The use of synthetic-jet-based active flow control to augment the side force produced by vertical tail models through rudder separation control was experimentally investigated in the Rensselaer Polytechnic Institute Subsonic Wind Tunnel. Increasing the side force generated by the vertical tail may lead to a reduction in tail size and, therefore, less drag and fuel consumption. Stereo particle image velocimetry and aerodynamic load data were acquired with a focus on the effect of non-dimensional spacing between jets on the resulting flowfield and forces for a 1/19$^{\mathrm{th}}$ scale model based on a Boeing 767 commercial airplane. For some rudder deflections, differing results with active flow control were found when force data for the 1/19$^{\mathrm{th}}$ scale model were compared to force data obtained on a larger, 1/9$^{\mathrm{th}}$ scale model.
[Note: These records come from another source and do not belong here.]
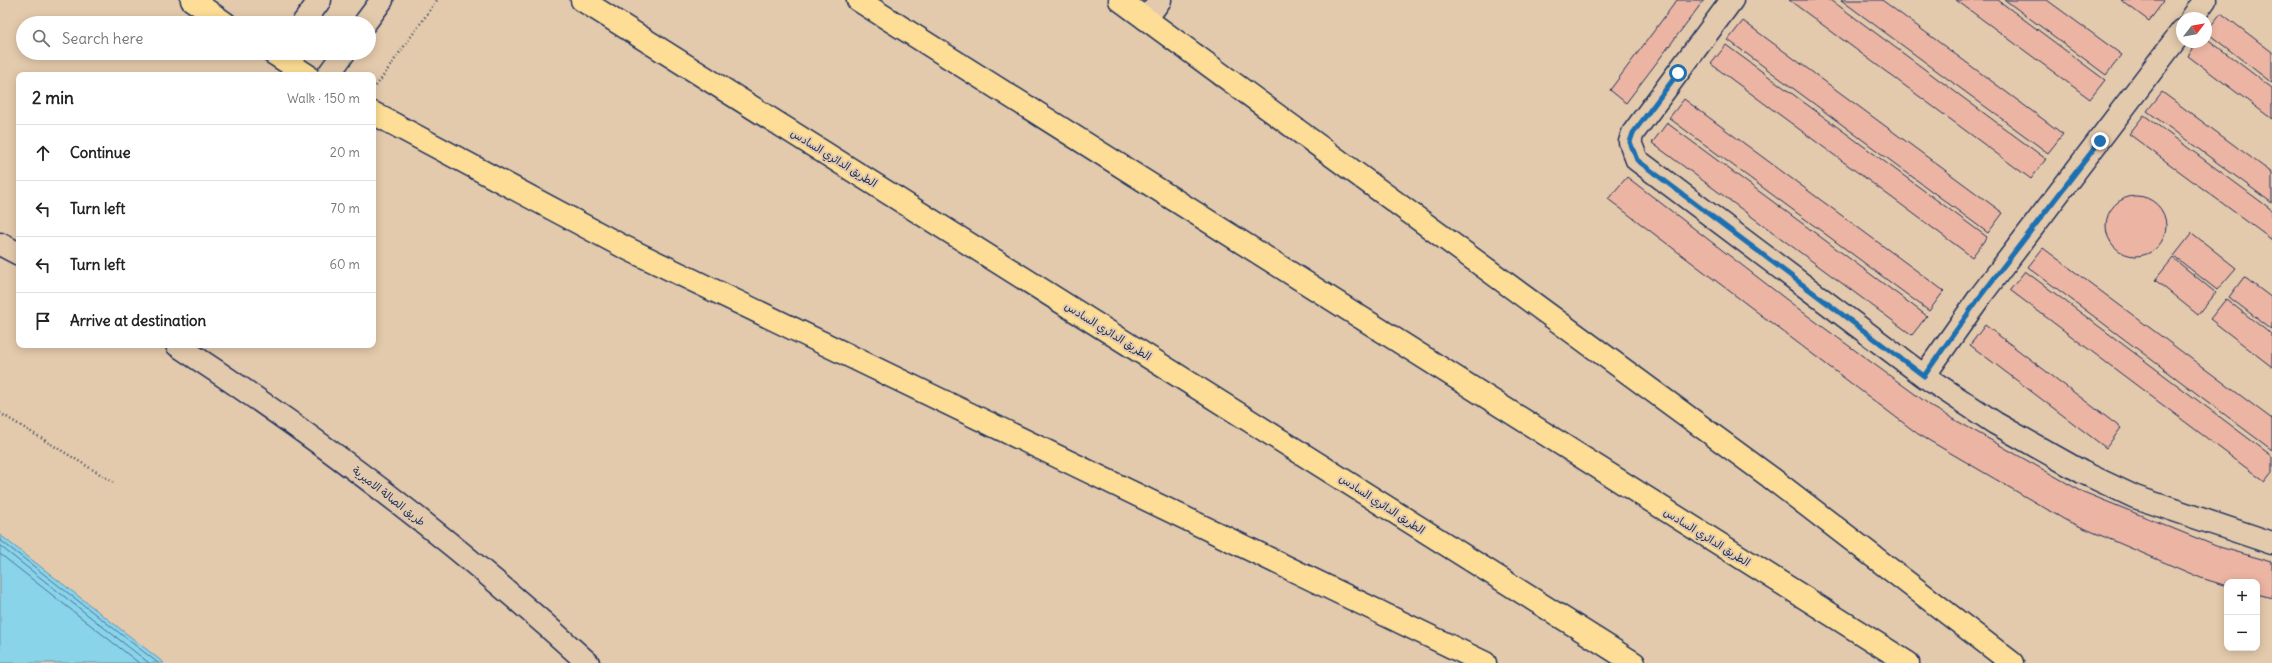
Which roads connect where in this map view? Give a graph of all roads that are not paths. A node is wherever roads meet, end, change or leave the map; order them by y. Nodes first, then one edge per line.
1 (192, 0) edge
2 (320, 0) edge
3 (382, 0) edge
4 (582, 0) edge
5 (858, 0) edge
6 (1120, 0) edge
7 (1160, 0) edge
8 (1732, 0) edge
9 (2205, 0) edge
10 (2196, 12) edge
11 (215, 16) edge
12 (308, 16) edge
13 (370, 16) edge
14 (1146, 19) junction
15 (2176, 40) edge
16 (286, 60) edge
17 (339, 60) edge
18 (303, 72) edge
19 (330, 72) edge
20 (376, 116) edge
21 (0, 244) edge
22 (16, 252) edge
23 (182, 348) edge
24 (1924, 376) junction
25 (2271, 541) edge
26 (588, 663) edge
27 (1485, 663) edge
28 (1634, 663) edge
29 (1908, 663) edge
30 (2012, 663) edge

1 - 11 highway
2 - 12 street
3 - 13 street
4 - 28 highway, الطريق الدائري السادس
5 - 29 highway, الطريق الدائري السادس
6 - 14 highway
7 - 14 street
8 - 24 street
9 - 10 street
14 - 30 highway
15 - 24 street
16 - 18 highway
17 - 19 street
20 - 27 highway
21 - 22 street
23 - 26 street, طريق الصالة الاميرية
24 - 25 street

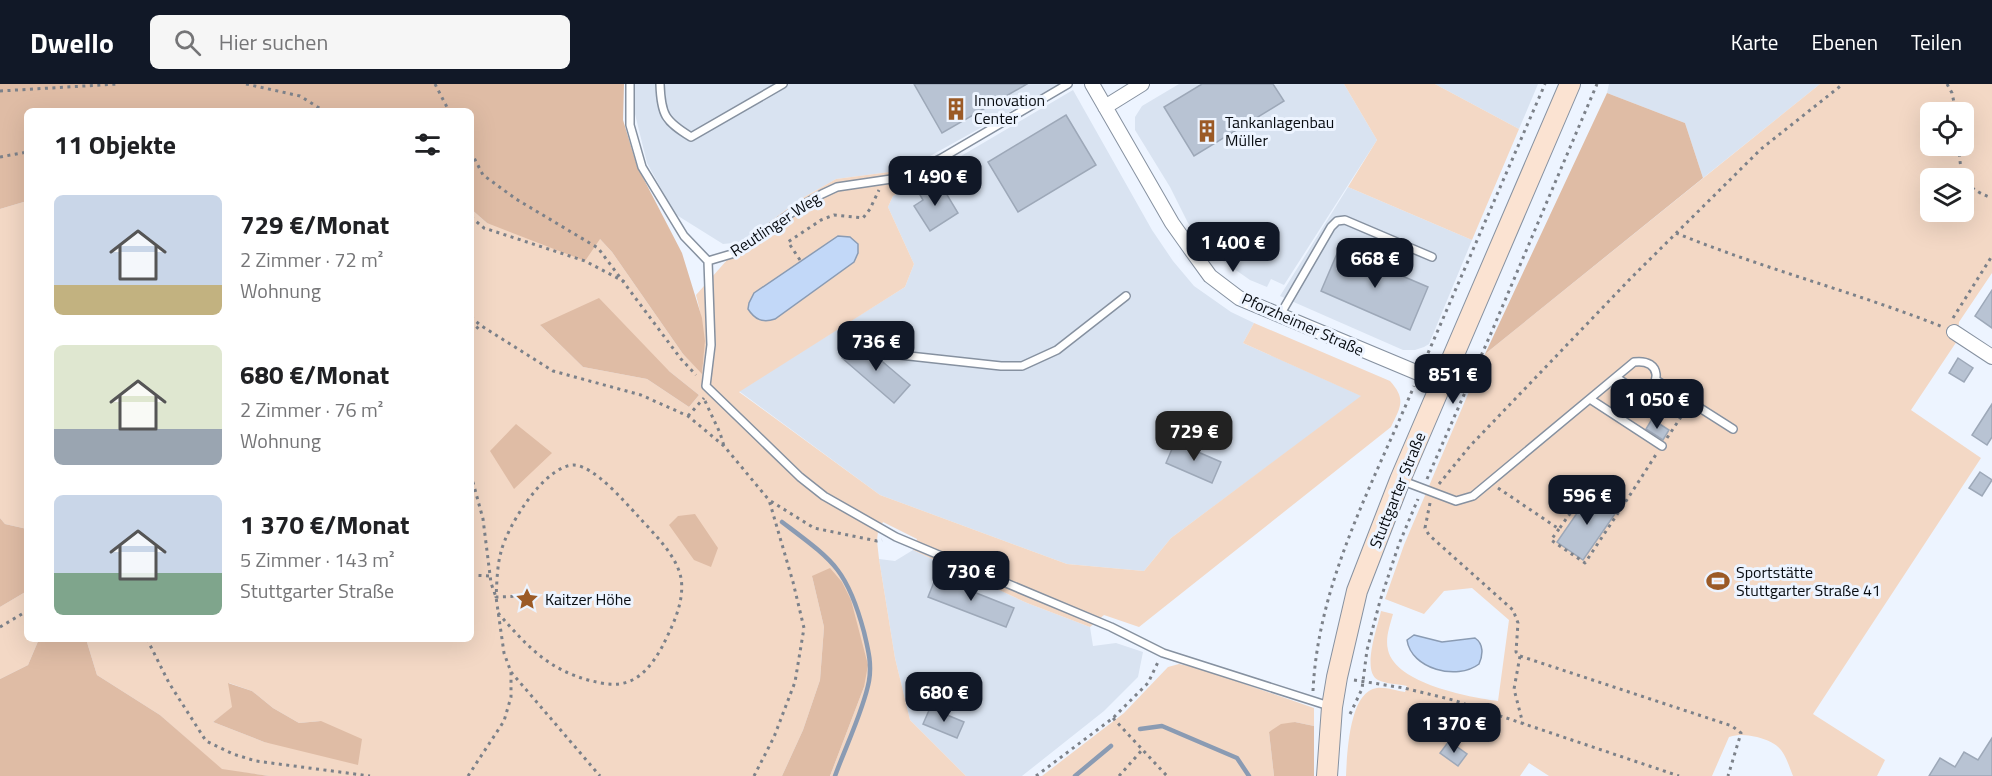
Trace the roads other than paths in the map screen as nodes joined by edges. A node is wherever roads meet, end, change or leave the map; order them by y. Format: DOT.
graph roads {
  1 [pos="630,84"];
  2 [pos="660,84"];
  3 [pos="783,84"];
  4 [pos="1068,84"];
  5 [pos="1092,84"];
  6 [pos="1142,84"];
  7 [pos="1570,84"];
  8 [pos="1105,107"];
  9 [pos="1432,257"];
  10 [pos="708,261"];
  11 [pos="1126,296"];
  12 [pos="1280,315"];
  13 [pos="1954,332"];
  14 [pos="900,355"];
  15 [pos="1992,357"];
  16 [pos="1617,378"];
  17 [pos="1656,380"];
  18 [pos="1442,384"];
  19 [pos="1590,399"];
  20 [pos="1733,429"];
  21 [pos="1662,446"];
  22 [pos="1400,480"];
  23 [pos="1341,712"];
  24 [pos="1328,776"];
  1 -- 10 [label="lane, Reutlinger Weg"];
  2 -- 3 [label="lane"];
  4 -- 10 [label="lane, Reutlinger Weg"];
  5 -- 8 [label="street, Pforzheimer Straße"];
  6 -- 8 [label="street"];
  7 -- 18 [label="main road, Stuttgarter Straße"];
  8 -- 12 [label="street, Pforzheimer Straße"];
  9 -- 12 [label="lane"];
  10 -- 23 [label="lane, Reutlinger Weg"];
  11 -- 14 [label="lane"];
  12 -- 18 [label="street, Pforzheimer Straße"];
  13 -- 15 [label="street"];
  16 -- 17 [label="lane"];
  16 -- 17 [label="lane"];
  16 -- 19 [label="lane"];
  17 -- 20 [label="lane"];
  18 -- 22 [label="main road, Stuttgarter Straße"];
  19 -- 21 [label="lane"];
  19 -- 22 [label="lane"];
  22 -- 23 [label="main road, Stuttgarter Straße"];
  23 -- 24 [label="main road, Stuttgarter Straße"];
}
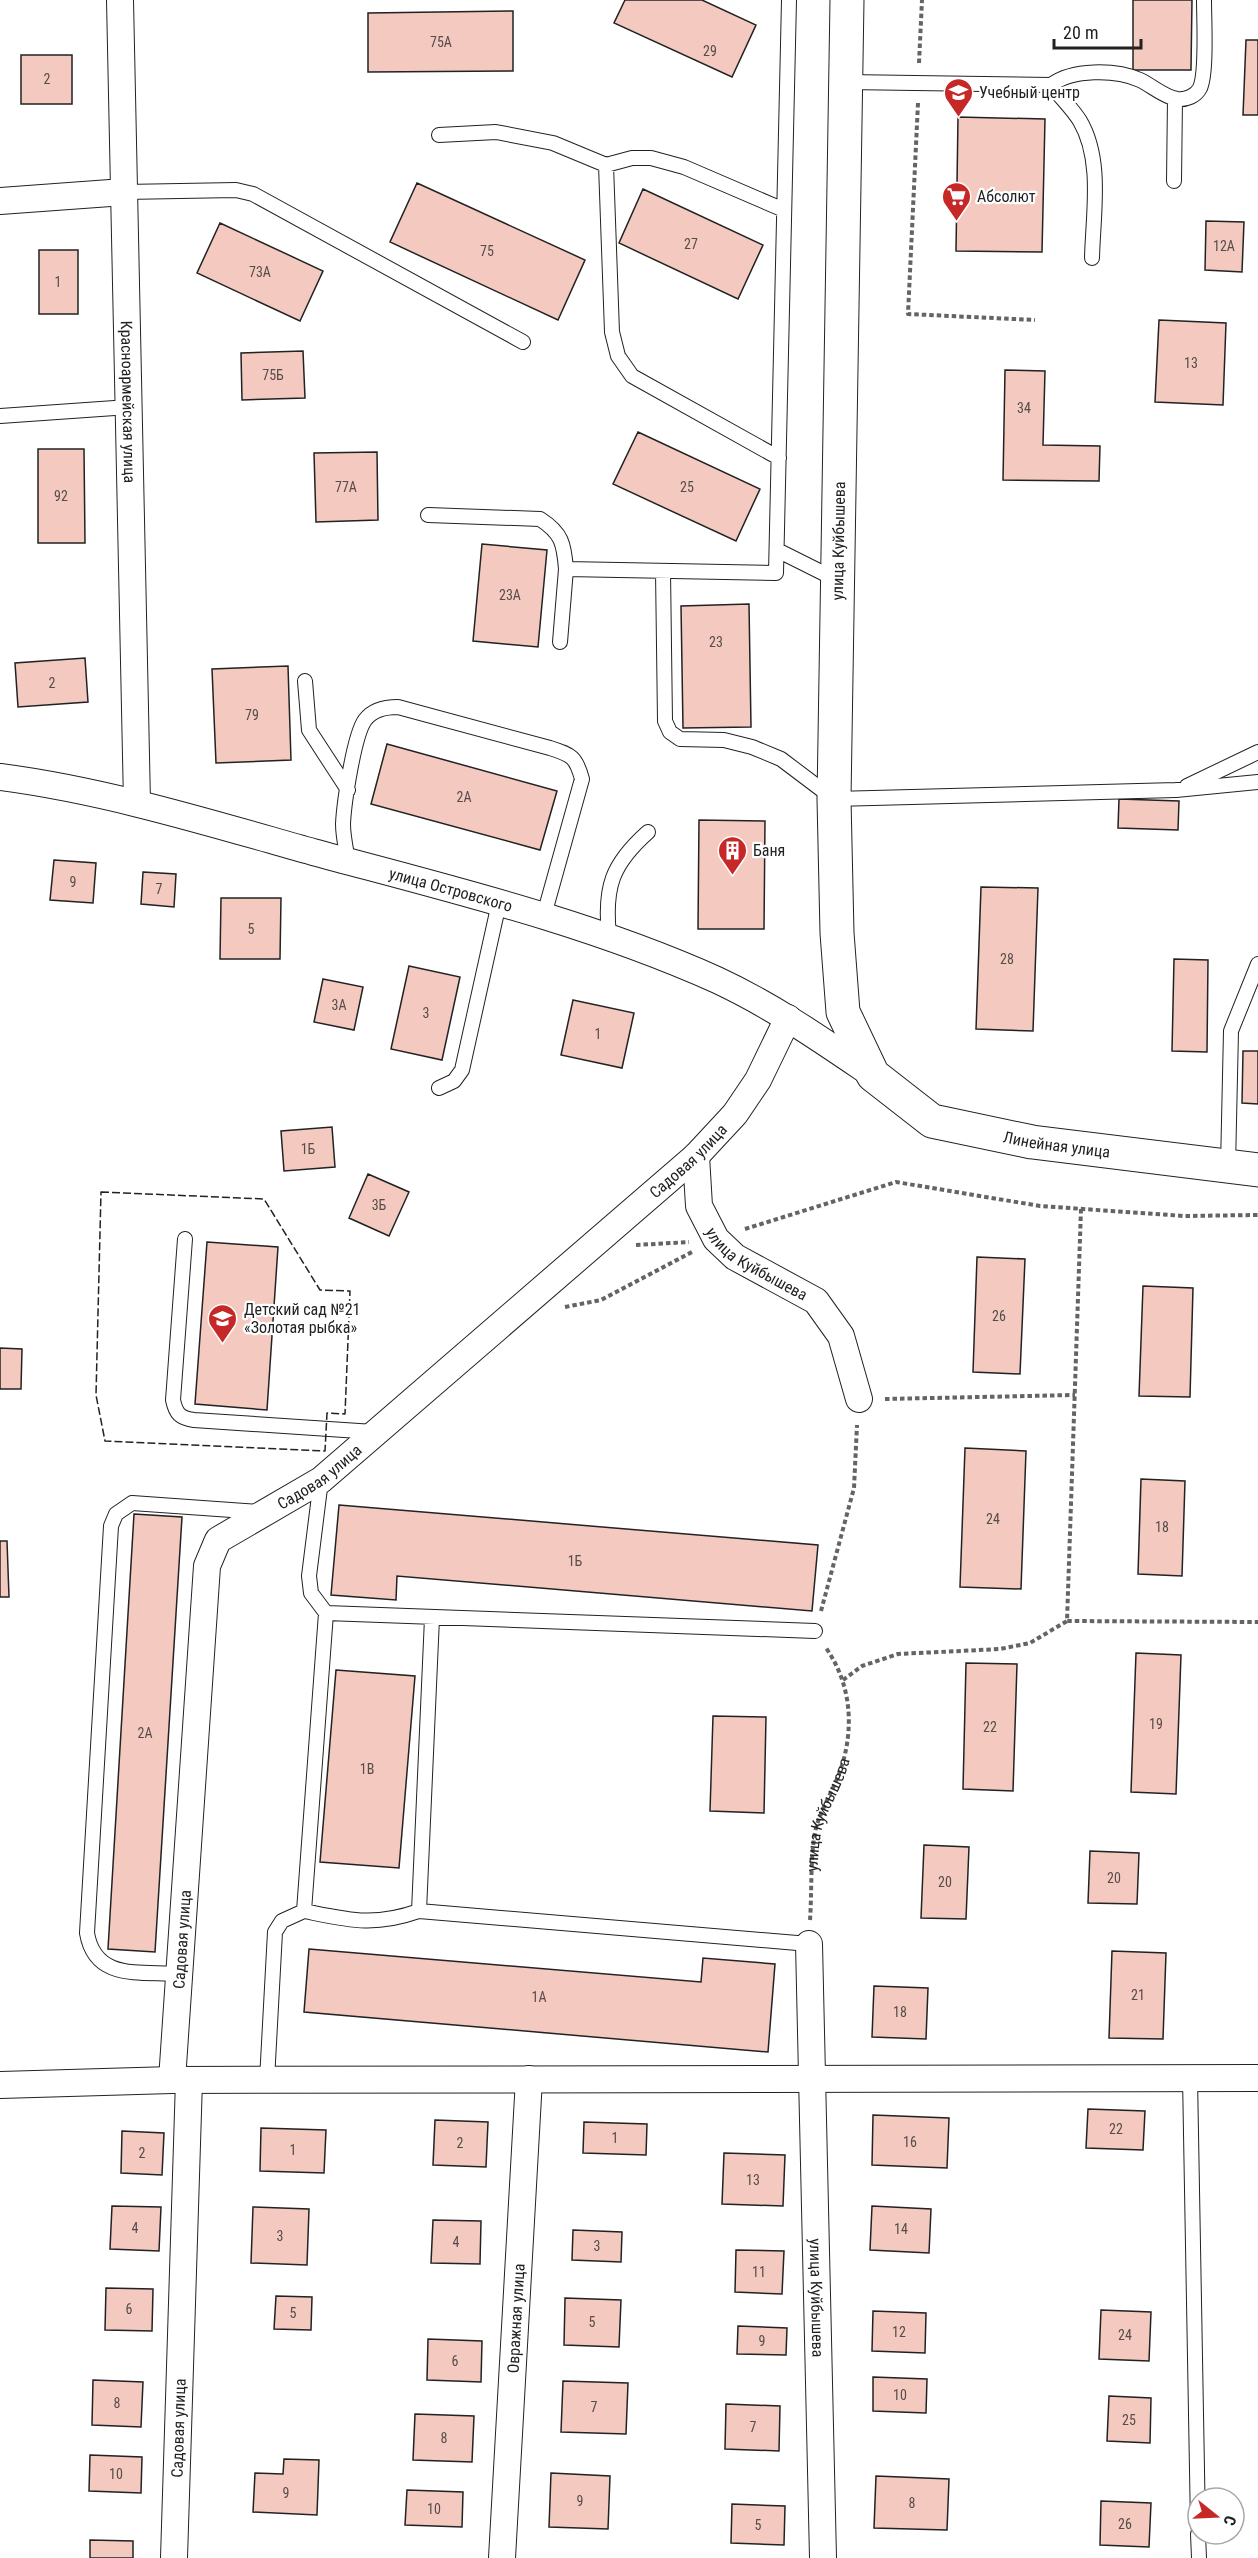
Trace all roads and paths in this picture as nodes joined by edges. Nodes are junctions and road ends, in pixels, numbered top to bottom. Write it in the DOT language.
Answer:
graph roads {
  1 [pos="120,0"];
  2 [pos="789,0"];
  3 [pos="847,0"];
  4 [pos="922,0"];
  5 [pos="1204,0"];
  6 [pos="846,82"];
  7 [pos="918,83"];
  8 [pos="1051,85"];
  9 [pos="1175,99"];
  10 [pos="438,135"];
  11 [pos="606,165"];
  12 [pos="1174,181"];
  13 [pos="124,192"];
  14 [pos="0,201"];
  15 [pos="784,210"];
  16 [pos="1092,258"];
  17 [pos="1035,320"];
  18 [pos="523,342"];
  19 [pos="129,407"];
  20 [pos="0,416"];
  21 [pos="779,458"];
  22 [pos="428,515"];
  23 [pos="777,550"];
  24 [pos="566,568"];
  25 [pos="663,571"];
  26 [pos="837,581"];
  27 [pos="560,642"];
  28 [pos="305,681"];
  29 [pos="1258,752"];
  30 [pos="0,777"];
  31 [pos="1258,782"];
  32 [pos="348,790"];
  33 [pos="1176,790"];
  34 [pos="834,799"];
  35 [pos="137,803"];
  36 [pos="648,832"];
  37 [pos="348,861"];
  38 [pos="499,903"];
  39 [pos="544,915"];
  40 [pos="609,935"];
  41 [pos="1258,964"];
  42 [pos="788,1018"];
  43 [pos="873,1075"];
  44 [pos="439,1089"];
  45 [pos="696,1156"];
  46 [pos="1243,1168"];
  47 [pos="896,1182"];
  48 [pos="1081,1209"];
  49 [pos="1258,1215"];
  50 [pos="185,1239"];
  51 [pos="716,1239"];
  52 [pos="594,1244"];
  53 [pos="1075,1395"];
  54 [pos="858,1399"];
  55 [pos="376,1433"];
  56 [pos="321,1480"];
  57 [pos="267,1512"];
  58 [pos="326,1613"];
  59 [pos="432,1618"];
  60 [pos="1067,1621"];
  61 [pos="1258,1622"];
  62 [pos="815,1631"];
  63 [pos="843,1680"];
  64 [pos="304,1911"];
  65 [pos="419,1911"];
  66 [pos="809,1944"];
  67 [pos="179,1974"];
  68 [pos="812,2078"];
  69 [pos="1190,2078"];
  70 [pos="1258,2078"];
  71 [pos="528,2079"];
  72 [pos="181,2080"];
  73 [pos="267,2080"];
  74 [pos="0,2085"];
  75 [pos="1197,2486"];
  76 [pos="174,2558"];
  77 [pos="502,2558"];
  78 [pos="823,2558"];
  1 -- 13 [label="street, Красноармейская улица"];
  2 -- 15 [label="lane"];
  3 -- 6 [label="street, улица Куйбышева"];
  4 -- 7 [label="path"];
  5 -- 9 [label="lane"];
  6 -- 7 [label="lane"];
  6 -- 26 [label="street, улица Куйбышева"];
  7 -- 8 [label="lane"];
  7 -- 17 [label="path"];
  8 -- 9 [label="lane"];
  8 -- 16 [label="lane"];
  9 -- 12 [label="lane"];
  10 -- 11 [label="lane"];
  11 -- 15 [label="lane"];
  11 -- 21 [label="lane"];
  13 -- 14 [label="street"];
  13 -- 18 [label="lane"];
  13 -- 19 [label="street, Красноармейская улица"];
  15 -- 21 [label="lane"];
  19 -- 20 [label="lane"];
  19 -- 35 [label="street, Красноармейская улица"];
  21 -- 23 [label="lane"];
  22 -- 24 [label="lane"];
  23 -- 25 [label="lane"];
  23 -- 26 [label="lane"];
  24 -- 25 [label="lane"];
  24 -- 27 [label="lane"];
  25 -- 34 [label="lane"];
  26 -- 34 [label="street, улица Куйбышева"];
  28 -- 32 [label="lane"];
  29 -- 33 [label="lane"];
  30 -- 35 [label="street, улица Островского"];
  31 -- 33 [label="lane"];
  32 -- 37 [label="lane"];
  32 -- 39 [label="lane"];
  33 -- 34 [label="lane"];
  34 -- 43 [label="street, улица Куйбышева"];
  35 -- 37 [label="street, улица Островского"];
  36 -- 40 [label="lane"];
  37 -- 38 [label="street, улица Островского"];
  38 -- 39 [label="street, улица Островского"];
  38 -- 44 [label="lane"];
  39 -- 40 [label="street, улица Островского"];
  40 -- 42 [label="street, улица Островского"];
  41 -- 46 [label="lane"];
  42 -- 43 [label="street, улица Островского"];
  42 -- 45 [label="street, Садовая улица"];
  43 -- 46 [label="street, Линейная улица"];
  45 -- 51 [label="street, улица Куйбышева"];
  45 -- 52 [label="street, Садовая улица"];
  47 -- 48 [label="path"];
  48 -- 49 [label="path"];
  48 -- 53 [label="path"];
  50 -- 55 [label="lane"];
  51 -- 52 [label="path"];
  51 -- 54 [label="street, улица Куйбышева"];
  52 -- 55 [label="street, Садовая улица"];
  53 -- 54 [label="path"];
  53 -- 60 [label="path"];
  54 -- 62 [label="path"];
  55 -- 56 [label="street, Садовая улица"];
  56 -- 57 [label="street, Садовая улица"];
  56 -- 58 [label="lane"];
  57 -- 67 [label="street, Садовая улица"];
  57 -- 67 [label="lane"];
  58 -- 59 [label="lane"];
  58 -- 64 [label="lane"];
  59 -- 62 [label="lane"];
  59 -- 65 [label="lane"];
  60 -- 61 [label="path"];
  60 -- 63 [label="path"];
  62 -- 63 [label="path, улица Куйбышева"];
  63 -- 66 [label="path, улица Куйбышева"];
  64 -- 65 [label="lane"];
  64 -- 73 [label="lane"];
  65 -- 66 [label="lane"];
  66 -- 68 [label="street, улица Куйбышева"];
  67 -- 72 [label="street, Садовая улица"];
  68 -- 69 [label="street"];
  68 -- 71 [label="street"];
  68 -- 78 [label="street, улица Куйбышева"];
  69 -- 70 [label="street"];
  69 -- 75 [label="lane"];
  71 -- 73 [label="street"];
  71 -- 77 [label="street, Овражная улица"];
  72 -- 73 [label="street"];
  72 -- 74 [label="street"];
  72 -- 76 [label="street, Садовая улица"];
}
Actuator spacing was varied and individual jet momentum coefficient was held constant for these experiments. These results show the need for more fundamental testing to understand why jets are beneficial or detrimental to the augmented side force and how those effects scale-up. A new model was designed to enable a fundamental study of the effect on the flowfield of various jet and model parameters such as sweep angle, jets spacing, rudder chord extent, and rudder deflection.